I'll do it next week.

Eh, must have slipped my mind :sweat_smile:

Masynchin commented 2 years ago

I subscribed to updates of this library about a year ago. Last month I got notification about new release. Since the first look at this project I earned many experience (I am student then and now), and currently looking how I can used it or what projects I can do around this library.

I am exploring the functionality that can be used now (via docs) and functionality that can be added (via branches and issues).

So,

Do you need the debounce operator?

No, just curios about what else this library potentialy can do.

But hope I can answer "yes" after some time 😃

vxgmichel commented 2 years ago

Oh great to hear that!

Well feel free to make the PR for the debounce operator if you're interested otherwise I'll do it next week later :grin:

mikevb3 commented 2 years ago

I'm coming to confirm this is a great add on.

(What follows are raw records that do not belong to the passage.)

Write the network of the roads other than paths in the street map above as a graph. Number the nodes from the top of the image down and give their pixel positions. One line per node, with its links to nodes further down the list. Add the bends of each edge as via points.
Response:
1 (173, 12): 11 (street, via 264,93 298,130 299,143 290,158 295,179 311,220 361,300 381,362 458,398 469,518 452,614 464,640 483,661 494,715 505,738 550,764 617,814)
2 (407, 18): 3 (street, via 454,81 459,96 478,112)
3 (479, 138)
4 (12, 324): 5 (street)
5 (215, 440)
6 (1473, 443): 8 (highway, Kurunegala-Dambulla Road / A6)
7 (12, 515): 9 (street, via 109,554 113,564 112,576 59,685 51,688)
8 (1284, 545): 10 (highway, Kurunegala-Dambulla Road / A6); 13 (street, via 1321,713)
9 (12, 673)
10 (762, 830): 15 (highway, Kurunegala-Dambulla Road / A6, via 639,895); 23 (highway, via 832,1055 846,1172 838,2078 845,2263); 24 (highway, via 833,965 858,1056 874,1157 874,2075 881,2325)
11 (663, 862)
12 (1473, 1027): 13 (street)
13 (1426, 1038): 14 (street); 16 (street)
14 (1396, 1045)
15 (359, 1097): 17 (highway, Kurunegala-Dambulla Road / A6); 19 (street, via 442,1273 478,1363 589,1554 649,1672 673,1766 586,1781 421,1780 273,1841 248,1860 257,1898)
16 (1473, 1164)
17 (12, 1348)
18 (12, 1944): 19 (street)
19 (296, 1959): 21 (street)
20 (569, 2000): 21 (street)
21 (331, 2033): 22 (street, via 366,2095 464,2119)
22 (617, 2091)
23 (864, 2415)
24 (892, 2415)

Was having issues with spaceout blocking some iterations, and used @vxgmichel debounce, and it was a charm! Thank you!

nirvana-msu commented 1 year ago

I second that it's an extremely valuable addition to the library!

I do have a related feature request. At the moment debounce implementation just forwards the latest value only - which is great e.g. for a stream where new value completely supercedes the previous ones. But what if I want a live-updating chart? Or what if it's a live-updating table, but each item only updates a subset of the rows. I have the same problem of having to batch updates to improve UI performance, but I don't just need the latest item - I need to aggregate all pending items in some custom way. Would be nice if debounce provided a hook to customize what is being yielded and/or how the pending item(s) are being aggregated.

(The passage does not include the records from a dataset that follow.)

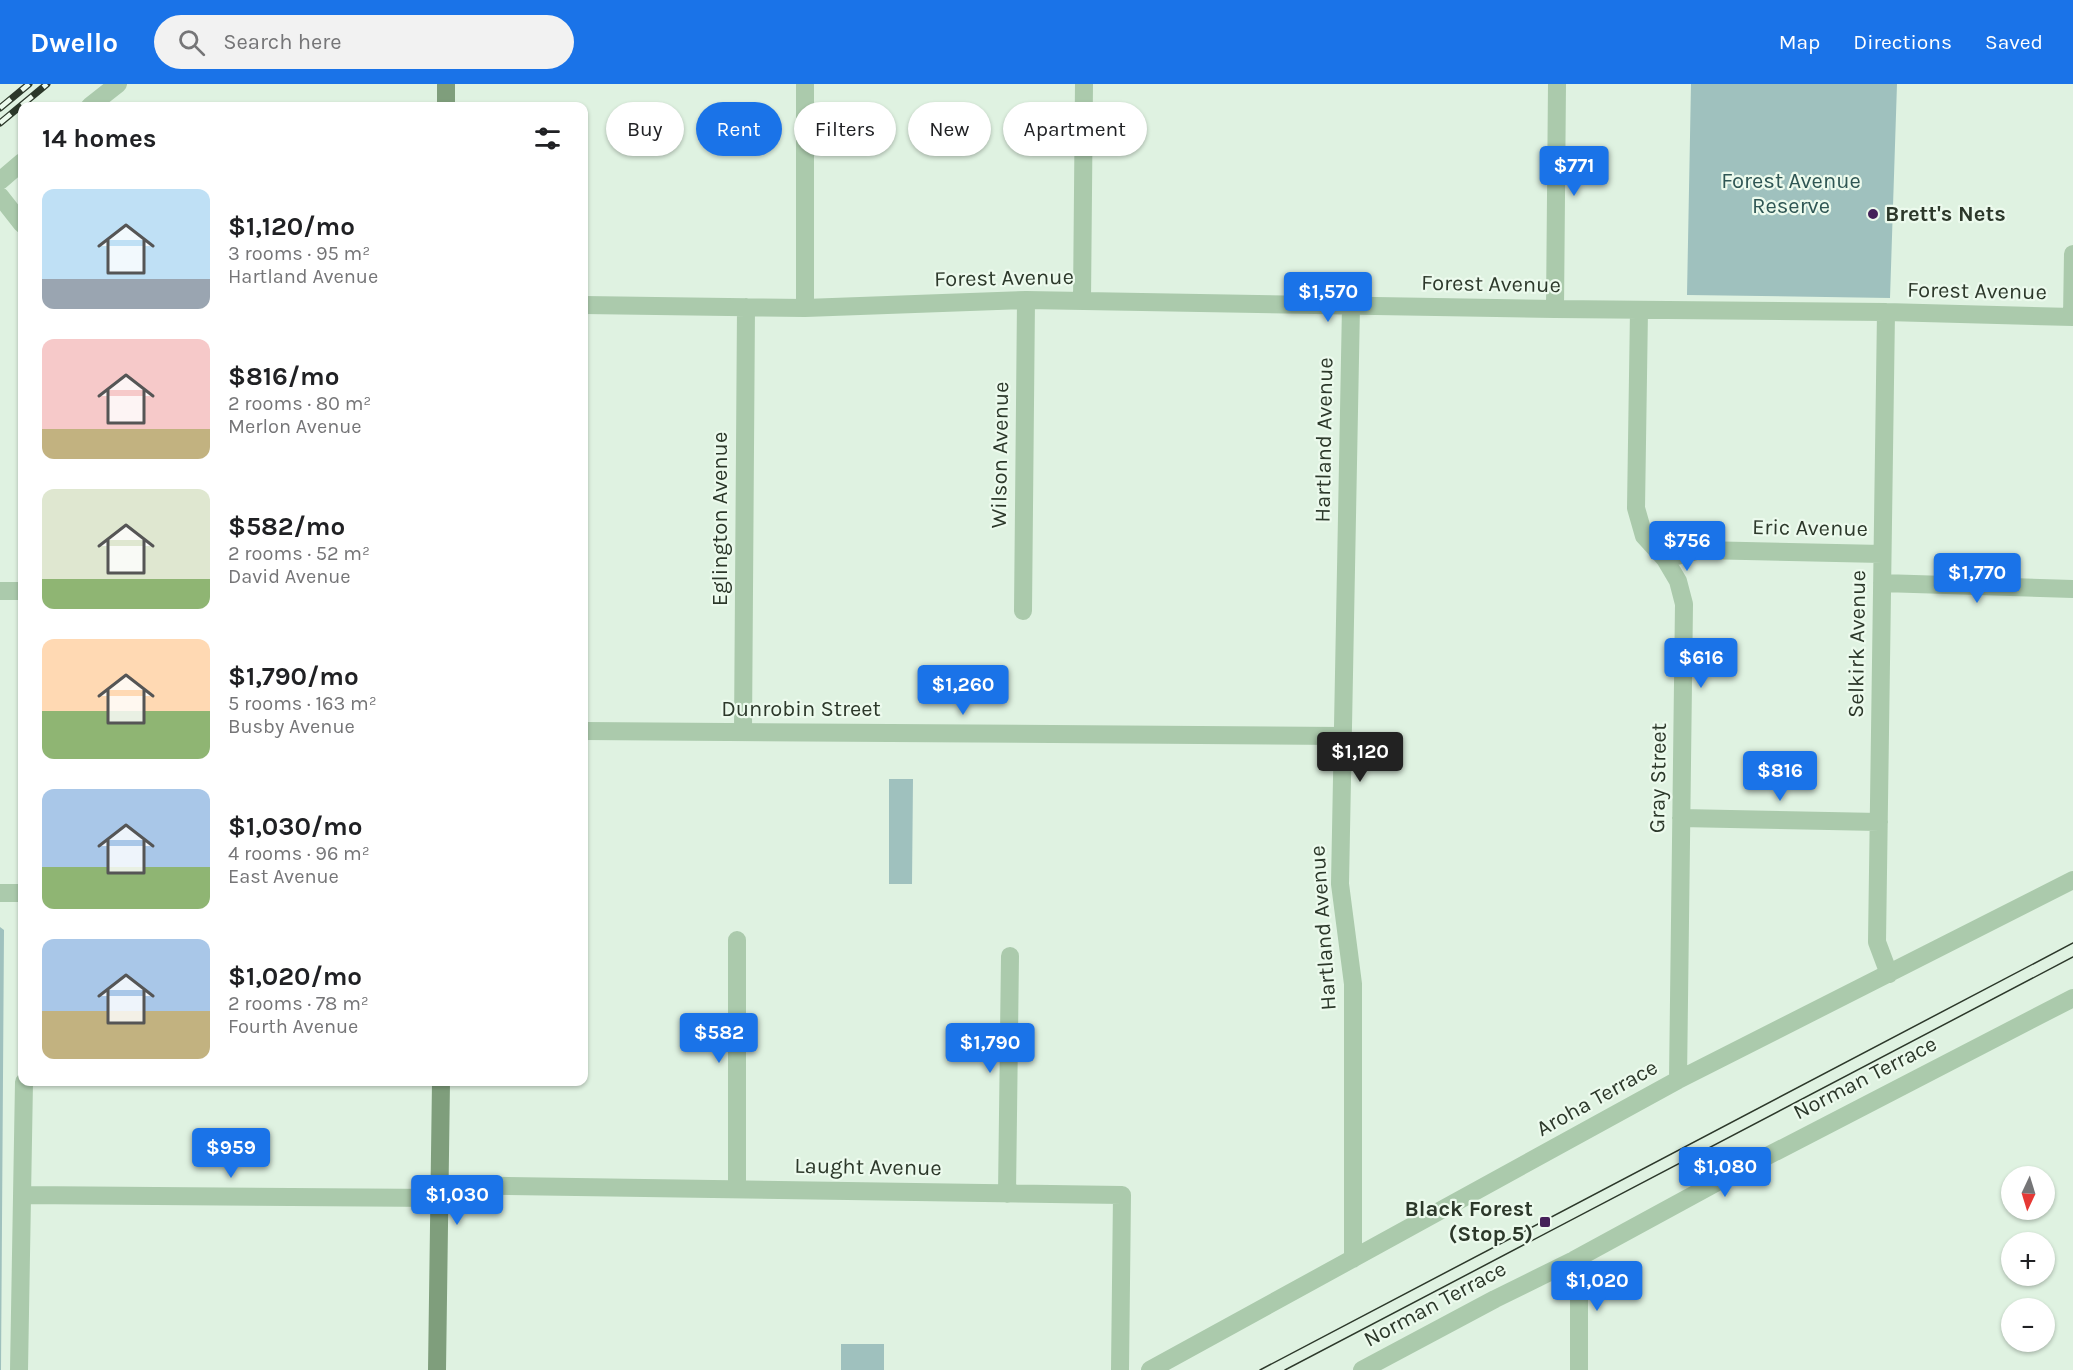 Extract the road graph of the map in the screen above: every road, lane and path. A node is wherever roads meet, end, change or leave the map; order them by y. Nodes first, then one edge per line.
1 (118, 84) edge
2 (446, 84) edge
3 (805, 84) edge
4 (1084, 84) edge
5 (1557, 84) edge
6 (95, 102) edge
7 (446, 102) edge
8 (18, 165) edge
9 (0, 180) edge
10 (0, 196) edge
11 (18, 219) edge
12 (2073, 254) edge
13 (1026, 300) junction
14 (1082, 301) junction
15 (588, 304) edge
16 (1351, 306) junction
17 (746, 307) junction
18 (805, 308) junction
19 (1555, 309) junction
20 (1639, 310) junction
21 (1886, 312) junction
22 (2073, 317) edge
23 (1882, 554) junction
24 (1665, 559) junction
25 (1882, 583) junction
26 (2073, 589) edge
27 (0, 591) edge
28 (18, 591) edge
29 (1023, 611) dead end
30 (588, 731) edge
31 (743, 732) junction
32 (1343, 736) junction
33 (1681, 818) junction
34 (1879, 822) junction
35 (2073, 880) edge
36 (0, 893) edge
37 (18, 893) edge
38 (738, 940) dead end
39 (1010, 956) dead end
40 (1889, 974) junction
41 (2073, 998) edge
42 (1678, 1080) junction
43 (24, 1086) edge
44 (441, 1086) edge
45 (737, 1189) junction
46 (439, 1192) junction
47 (1006, 1194) junction
48 (22, 1195) junction
49 (1353, 1259) junction
50 (1574, 1260) junction
51 (20, 1370) edge
52 (437, 1370) edge
53 (1120, 1370) edge
54 (1150, 1370) edge
55 (1362, 1370) edge
56 (1579, 1370) edge

1 - 6 street
2 - 7 street
3 - 18 street
4 - 14 street
5 - 19 street
8 - 9 street
10 - 11 street
12 - 22 street
13 - 14 street, Forest Avenue
13 - 18 street, Forest Avenue
13 - 29 street, Wilson Avenue
14 - 16 street, Forest Avenue
15 - 17 street, Forest Avenue
16 - 19 street, Forest Avenue
16 - 32 street, Hartland Avenue
17 - 18 street, Forest Avenue
17 - 31 street, Eglington Avenue
19 - 20 street, Forest Avenue
20 - 21 street, Forest Avenue
20 - 24 street, Gray Street
21 - 22 street, Forest Avenue
21 - 23 street, Selkirk Avenue
23 - 24 street, Eric Avenue
23 - 25 street, Selkirk Avenue
24 - 33 street, Gray Street
25 - 26 street
25 - 34 street, Selkirk Avenue
27 - 28 street
30 - 31 street, Dunrobin Street
31 - 32 street, Dunrobin Street
32 - 49 street, Hartland Avenue
33 - 34 street
33 - 42 street, Gray Street
34 - 40 street, Selkirk Avenue
35 - 40 street, Aroha Terrace
36 - 37 street
38 - 45 street
39 - 47 street
40 - 42 street, Aroha Terrace
41 - 50 street, Norman Terrace
42 - 49 street, Aroha Terrace
43 - 48 street
44 - 46 street
45 - 46 street, Laught Avenue
45 - 47 street, Laught Avenue
46 - 48 street, Laught Avenue
46 - 52 street
47 - 53 street, Laught Avenue
48 - 51 street
49 - 54 street, Aroha Terrace
50 - 55 street, Norman Terrace
50 - 56 street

e.g. there could be an optional reduce argument (function taking two items and combining them) that would be invoked whenever an item arrives and there is one already pending.

vxgmichel commented 1 year ago

e.g. there could be an optional reduce argument (function taking two items and combining them) that would be invoked whenever an item arrives and there is one already pending.

Sounds like a great idea! I guess you'd also need an optional initial argument like in functools.reduce. Sadly I don't have bandwidth to work on this at the moment, but I'd gladly review a pull request if you were to create one. Thanks :)

nirvana-msu commented 1 year ago

@vxgmichel indeed, another optional argument is needed to produce initial value - although unlike in functools.reduce, it should be a callable rather than value itself, as it would need to be produced for each new batch of items (and the value could be mutable, such as e.g. an empty list that reduce would accumulate updates into).

I'm also short on time for a proper PR, but here's what I ended up with. It's still nearly the same as your previous version, the only changes are:

The latter is because without it, an exception like the following is thrown in Python 3.11:

  File "/<...>/lib/python3.11/site-packages/aiostream/aiter_utils.py", line 175, in __aexit__
    await self._aiterator.athrow(typ, value, traceback)
  <...>
  File "<...>/aiostream.py", line 58, in debounce
    done, pending = await asyncio.wait(pending, timeout=timeout)
                    ^^^^^^^^^^^^^^^^^^^^^^^^^^^^^^^^^^^^^^^^^^^^
  File "<...>/.pyenv/versions/3.11.0/lib/python3.11/asyncio/tasks.py", line 415, in wait
    raise TypeError("Passing coroutines is forbidden, use tasks explicitly.")
TypeError: Passing coroutines is forbidden, use tasks explicitly.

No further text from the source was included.